(Stored data)
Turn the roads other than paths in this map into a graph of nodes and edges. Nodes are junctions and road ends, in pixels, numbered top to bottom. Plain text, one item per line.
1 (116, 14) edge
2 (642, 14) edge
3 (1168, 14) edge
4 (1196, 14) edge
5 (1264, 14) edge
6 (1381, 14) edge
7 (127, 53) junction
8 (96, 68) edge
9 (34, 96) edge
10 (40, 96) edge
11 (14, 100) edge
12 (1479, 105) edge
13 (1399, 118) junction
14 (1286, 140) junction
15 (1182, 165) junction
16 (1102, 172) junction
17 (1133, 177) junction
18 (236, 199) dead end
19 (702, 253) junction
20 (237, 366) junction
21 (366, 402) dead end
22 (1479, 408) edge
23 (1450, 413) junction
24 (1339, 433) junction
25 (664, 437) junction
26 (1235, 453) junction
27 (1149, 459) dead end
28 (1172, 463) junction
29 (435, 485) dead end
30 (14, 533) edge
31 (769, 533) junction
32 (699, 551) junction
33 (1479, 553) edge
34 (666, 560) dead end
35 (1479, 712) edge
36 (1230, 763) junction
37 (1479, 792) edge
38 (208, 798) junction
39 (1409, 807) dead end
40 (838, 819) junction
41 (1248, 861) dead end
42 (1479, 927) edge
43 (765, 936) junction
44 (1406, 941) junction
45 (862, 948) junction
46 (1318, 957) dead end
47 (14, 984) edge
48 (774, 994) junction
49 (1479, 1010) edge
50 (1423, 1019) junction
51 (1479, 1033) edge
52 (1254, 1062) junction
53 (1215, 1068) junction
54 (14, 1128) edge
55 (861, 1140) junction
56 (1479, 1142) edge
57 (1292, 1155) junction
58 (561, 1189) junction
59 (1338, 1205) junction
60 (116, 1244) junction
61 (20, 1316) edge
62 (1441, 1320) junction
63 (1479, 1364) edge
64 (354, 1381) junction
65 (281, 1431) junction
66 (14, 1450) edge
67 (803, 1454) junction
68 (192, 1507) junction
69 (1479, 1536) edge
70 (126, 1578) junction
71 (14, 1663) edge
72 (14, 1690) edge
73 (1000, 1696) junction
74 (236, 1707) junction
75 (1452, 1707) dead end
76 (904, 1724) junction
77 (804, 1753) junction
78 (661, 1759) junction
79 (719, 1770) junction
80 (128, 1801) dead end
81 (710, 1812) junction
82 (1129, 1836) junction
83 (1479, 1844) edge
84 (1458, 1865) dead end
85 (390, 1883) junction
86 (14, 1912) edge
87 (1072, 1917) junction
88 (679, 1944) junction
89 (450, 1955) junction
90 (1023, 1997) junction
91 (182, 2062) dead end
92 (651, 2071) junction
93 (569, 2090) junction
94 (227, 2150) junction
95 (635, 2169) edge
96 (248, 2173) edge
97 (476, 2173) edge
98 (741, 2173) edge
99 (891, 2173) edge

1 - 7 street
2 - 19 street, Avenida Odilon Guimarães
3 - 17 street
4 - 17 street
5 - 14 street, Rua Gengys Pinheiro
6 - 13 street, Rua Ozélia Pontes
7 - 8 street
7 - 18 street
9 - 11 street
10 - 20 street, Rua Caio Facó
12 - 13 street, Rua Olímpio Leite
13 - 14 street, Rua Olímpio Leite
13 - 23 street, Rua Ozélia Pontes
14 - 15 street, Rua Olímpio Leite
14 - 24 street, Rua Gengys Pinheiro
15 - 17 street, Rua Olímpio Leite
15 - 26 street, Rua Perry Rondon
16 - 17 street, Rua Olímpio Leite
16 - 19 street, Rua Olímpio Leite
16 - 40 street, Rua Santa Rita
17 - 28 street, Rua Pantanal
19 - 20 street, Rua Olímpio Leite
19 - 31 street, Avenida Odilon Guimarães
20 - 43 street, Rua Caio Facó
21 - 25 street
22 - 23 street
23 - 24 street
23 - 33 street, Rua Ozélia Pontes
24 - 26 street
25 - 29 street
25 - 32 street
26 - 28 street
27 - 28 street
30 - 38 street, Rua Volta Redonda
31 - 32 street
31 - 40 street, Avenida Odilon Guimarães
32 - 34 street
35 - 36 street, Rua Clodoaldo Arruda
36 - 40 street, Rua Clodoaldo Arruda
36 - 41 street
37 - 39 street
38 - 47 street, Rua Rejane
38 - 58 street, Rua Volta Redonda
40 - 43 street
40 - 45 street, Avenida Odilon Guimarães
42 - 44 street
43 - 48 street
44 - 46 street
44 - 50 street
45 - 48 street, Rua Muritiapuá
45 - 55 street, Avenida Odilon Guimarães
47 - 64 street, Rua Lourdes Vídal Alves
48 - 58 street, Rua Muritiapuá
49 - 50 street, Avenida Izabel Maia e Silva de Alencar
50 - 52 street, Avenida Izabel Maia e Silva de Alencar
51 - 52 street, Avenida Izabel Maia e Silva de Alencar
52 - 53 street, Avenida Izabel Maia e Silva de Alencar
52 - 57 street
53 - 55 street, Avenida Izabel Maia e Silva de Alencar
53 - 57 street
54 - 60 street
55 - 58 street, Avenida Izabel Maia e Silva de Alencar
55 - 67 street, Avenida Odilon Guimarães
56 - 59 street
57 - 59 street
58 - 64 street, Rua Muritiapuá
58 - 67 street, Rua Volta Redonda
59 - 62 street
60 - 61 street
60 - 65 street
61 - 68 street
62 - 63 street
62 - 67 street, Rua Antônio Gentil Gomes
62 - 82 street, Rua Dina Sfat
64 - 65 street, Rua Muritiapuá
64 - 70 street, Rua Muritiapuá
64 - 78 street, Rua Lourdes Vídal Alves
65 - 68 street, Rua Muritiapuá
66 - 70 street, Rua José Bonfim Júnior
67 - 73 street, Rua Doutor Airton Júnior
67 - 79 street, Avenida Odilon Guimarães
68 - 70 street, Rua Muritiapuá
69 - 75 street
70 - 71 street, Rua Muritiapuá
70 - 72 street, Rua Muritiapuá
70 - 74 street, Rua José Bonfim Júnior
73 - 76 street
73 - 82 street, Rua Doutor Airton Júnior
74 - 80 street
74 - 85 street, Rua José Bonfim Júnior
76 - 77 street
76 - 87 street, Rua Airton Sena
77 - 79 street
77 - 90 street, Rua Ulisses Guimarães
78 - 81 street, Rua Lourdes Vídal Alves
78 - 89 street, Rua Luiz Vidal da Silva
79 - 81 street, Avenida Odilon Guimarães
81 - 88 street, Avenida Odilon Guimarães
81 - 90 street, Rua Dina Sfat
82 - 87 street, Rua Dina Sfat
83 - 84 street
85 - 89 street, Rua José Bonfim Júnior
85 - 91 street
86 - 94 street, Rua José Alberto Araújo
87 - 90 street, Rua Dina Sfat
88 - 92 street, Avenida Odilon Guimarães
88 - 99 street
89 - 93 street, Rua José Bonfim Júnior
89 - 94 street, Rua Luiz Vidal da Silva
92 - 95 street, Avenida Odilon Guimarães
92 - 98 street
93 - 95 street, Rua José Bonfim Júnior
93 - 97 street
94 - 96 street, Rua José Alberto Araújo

# WORK REQUIRED:
How many lines of the entries above hold the string "Airton"? Reply with the number alone.

# OUTPUT OF THE TASK:
3